BGHS tour shows its deficiencies

Bowling Green High School Principal Dan Black, middle, gives a tour to local residents Thursday evening.

J.D. Pooley | Sentinel-Tribune

Extension cords and power strips give students the classroom outlets they need to charge their Chromebooks.

The tight turns into the bathrooms prohibit entrance for someone who uses a wheelchair.

Water pressure is so bad that if three toilets are flushed at once, the bowl won’t empty.

Those issues — and limited science rooms — are just a few of the deficiencies at Bowling Green High School.

Principal Dan Black took around 25 people on a tour through the school Thursday, from the band and choral room to the new hallway and gym that were added in the 1980s, to the library and vo-ag and art classrooms.

Before Black started the tour, he asked participants to look at the number of outlets in the classrooms, note the deficiencies of the science rooms and the small sizes of rooms in general.

“Education is changing, it’s evolving, and us at the high school and as a district have evolved with the 1:1 computers,” he said.

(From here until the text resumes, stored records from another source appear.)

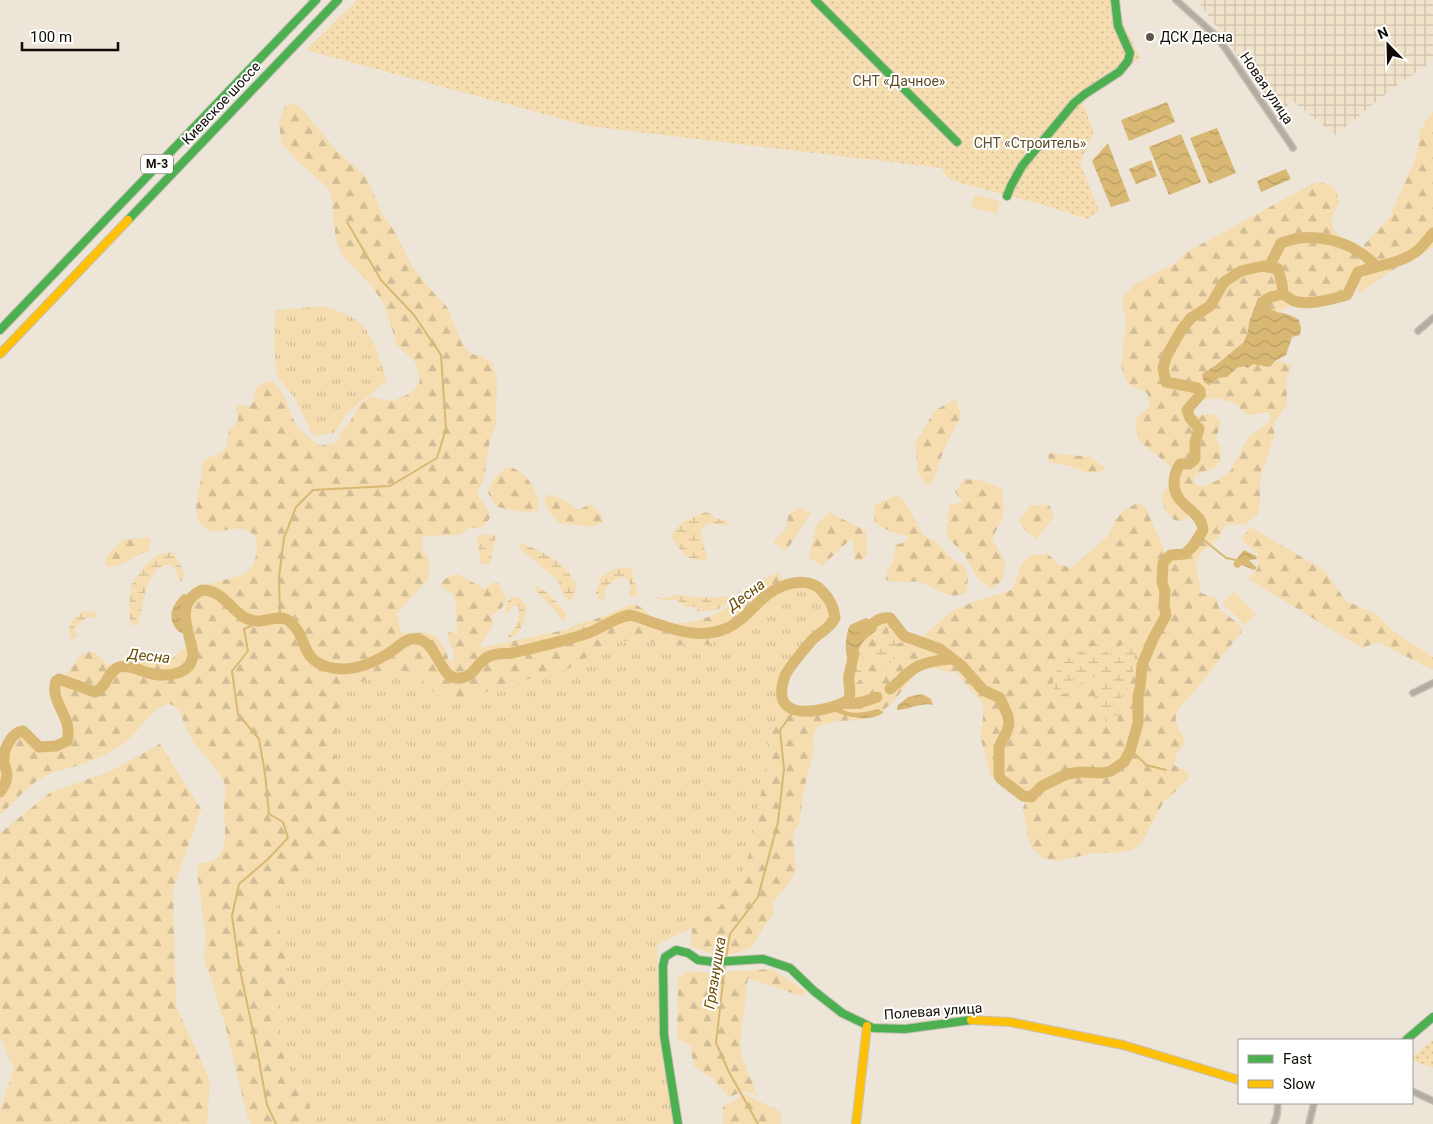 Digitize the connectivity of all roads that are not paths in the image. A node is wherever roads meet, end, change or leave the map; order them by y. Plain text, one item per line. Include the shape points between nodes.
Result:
1 (316, 0) edge
2 (338, 0) edge
3 (814, 0) edge
4 (1115, 0) edge
5 (1176, 0) edge
6 (957, 142) dead end
7 (1293, 148) dead end
8 (1007, 196) dead end
9 (1433, 318) edge
10 (0, 330) edge
11 (1418, 331) dead end
12 (0, 354) edge
13 (1433, 683) edge
14 (1413, 693) dead end
15 (1433, 1017) edge
16 (867, 1026) junction
17 (1407, 1039) edge
18 (1238, 1080) edge
19 (1413, 1091) edge
20 (1433, 1101) edge
21 (1278, 1104) edge
22 (1314, 1104) edge
23 (678, 1124) edge
24 (856, 1124) edge
25 (1274, 1124) edge
26 (1309, 1124) edge

1 - 10 main road, Киевское шоссе / М-3
2 - 12 main road, Киевское шоссе / М-3
3 - 6 main road
4 - 8 main road via 1118,26 1130,56 1128,62 1077,100 1013,178
5 - 7 street, Новая улица via 1225,48
9 - 11 street
13 - 14 street
15 - 17 main road
16 - 18 main road, Полевая улица via 905,1029 977,1019 1010,1022 1123,1046
16 - 23 main road, Полевая улица via 842,1013 790,968 763,959 698,960 676,950 666,957 663,966 664,1034
16 - 24 main road
19 - 20 street
21 - 25 street
22 - 26 street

Students take home their laptops and bring them back every day. When this building was built, there were no computers at all. When Chromebooks start to lose their charge, they need to be plugged in, he said.

Some of the science rooms don’t have running water and the classrooms can’t accommodate how teachers now want to teach, Black said.

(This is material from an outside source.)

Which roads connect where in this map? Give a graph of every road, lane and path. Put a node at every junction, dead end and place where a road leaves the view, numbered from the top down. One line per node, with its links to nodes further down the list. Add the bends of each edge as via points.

There is no door to a first-floor closet as the steam has warped the wood.

A teacher in Room 112, which is next door to the closet, took the clock off his wall and found mold.

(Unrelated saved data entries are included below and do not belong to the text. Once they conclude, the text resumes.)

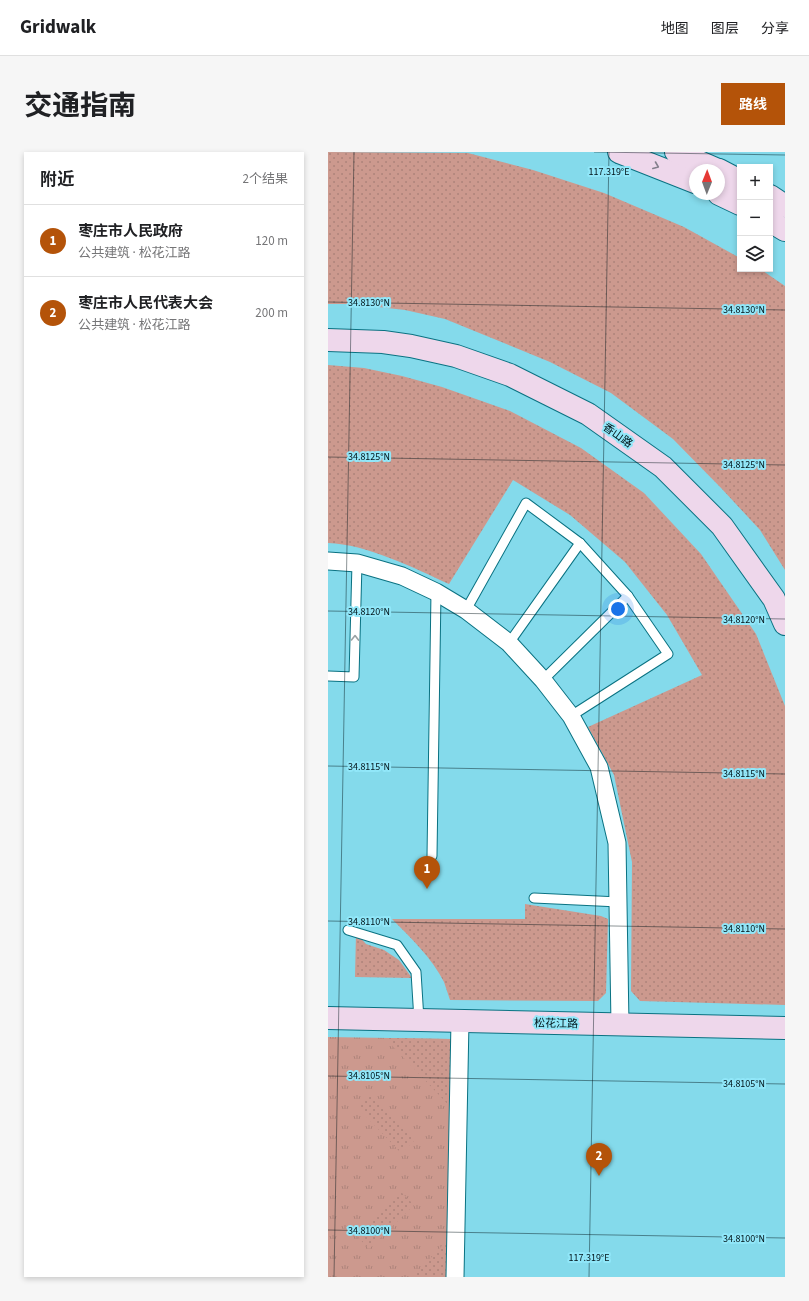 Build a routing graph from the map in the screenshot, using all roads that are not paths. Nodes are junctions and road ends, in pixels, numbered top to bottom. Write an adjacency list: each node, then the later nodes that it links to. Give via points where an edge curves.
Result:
1 (619, 152): 6 (street, one-way to 6)
2 (676, 152): 3 (street)
3 (705, 164)
4 (725, 173): 5 (street)
5 (737, 179)
6 (689, 180)
7 (725, 197): 9 (street)
8 (773, 198): 10 (street)
9 (737, 203)
10 (785, 206)
11 (773, 223): 12 (street)
12 (785, 230)
13 (328, 340): 20 (street, 香山路, via 383,342 456,356 510,376 588,414 663,467 722,526 774,599)
14 (580, 543): 18 (lane); 19 (lane, via 526,503); 21 (lane)
15 (328, 561): 16 (street)
16 (356, 563): 17 (street, via 402,576); 22 (lane, one-way to 16, via 354,677)
17 (436, 592): 19 (street); 25 (lane)
18 (628, 596): 23 (lane); 24 (lane, via 668,654)
19 (466, 610): 21 (street)
20 (785, 624)
21 (508, 643): 23 (street)
22 (328, 676)
23 (543, 680): 24 (street)
24 (571, 716): 27 (street, via 599,767 617,843)
25 (432, 856)
26 (534, 898): 27 (lane)
27 (619, 902): 32 (street)
28 (348, 930): 30 (lane, via 397,945 416,972)
29 (328, 1018): 30 (street, 松花江路)
30 (419, 1020): 31 (street, 松花江路)
31 (460, 1021): 32 (street, 松花江路); 34 (street)
32 (620, 1024): 33 (street, 松花江路)
33 (785, 1028)
34 (455, 1277)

The steam that is typically produced by the boilers goes up to the second floor and fogs the windows.

The high school is in the process of getting mini-splits, which will go into every classroom, the cafeteria and the gyms to regulate temperatures.

“That is something that we are thankful for and something that is necessary,” Black said.

He pointed out the hallways next to the band room connect with the Performing Arts Center and the middle school. Staff and students do traverse that hall between buildings.

Black estimated about one-third of students participate in music and more than half participate in sports.

He said he did not know if a new high school would be connected to the PAC.

“That is yet to be determined,” he said.

Neal Allen, who lives in Bowling Green, served as principal at the high school from 1979-92.

“It’s just so outdated,” he said of the school. “It seems like when we’re a group like this it isn’t bad, but when we change classes, the halls are just packed.”

He said he remembered the issues with water pressure and was impressed with how clean the school was despite its age.

“It definitely needs to be updated with today’s open instruction and individual attention, especially for the students to take more pride,” Allen said. “It can be improved, they need more room and larger classrooms.”

Jay Sockman is a 1990 BGHS graduate.

He said the school hasn’t changed much.

“I wanted to see what maybe I hadn’t seen walking through really fast,” said Sockman, who has a son who is a junior at BGHS.

His message to parents who are thinking about moving their family to Bowling Green is the school has great teachers.

Sockman said he wasn’t convinced a new high school was the way to go and declined to say how he thought updates could be made.

The school’s vo-ag and art rooms “have great space if nothing else,” Black said.

“If everything was brand new, I’m not sure we would have that same amount of space for those areas,” he said.

Jean Suelzer has lived in Bowling Green for 49 years and had children attend Conneaut Elementary. This was her first time in the high school.

“I’ve never been in the high school because our children went north for parochial schools,” she said.

“I think it definitely needs to be replaced,” Suelzer said at the end of the tour. “It’s past its usefulness.”

“I was hoping for more,” Black said about the number of people who took the 90-minute tour. “I want the community to see what we face on a day in and day out basis. What our students see, what they come to and the challenges we have.”

Community members have another chance to learn the district’s plan for its facilities at a forum Tuesday hosted by the Facilities Advisory Committee. The event will start at 6 p.m. in the Performing Arts Center.

“I think it’s important to be there, so you hear what the plan is going forward for the district …” Black said.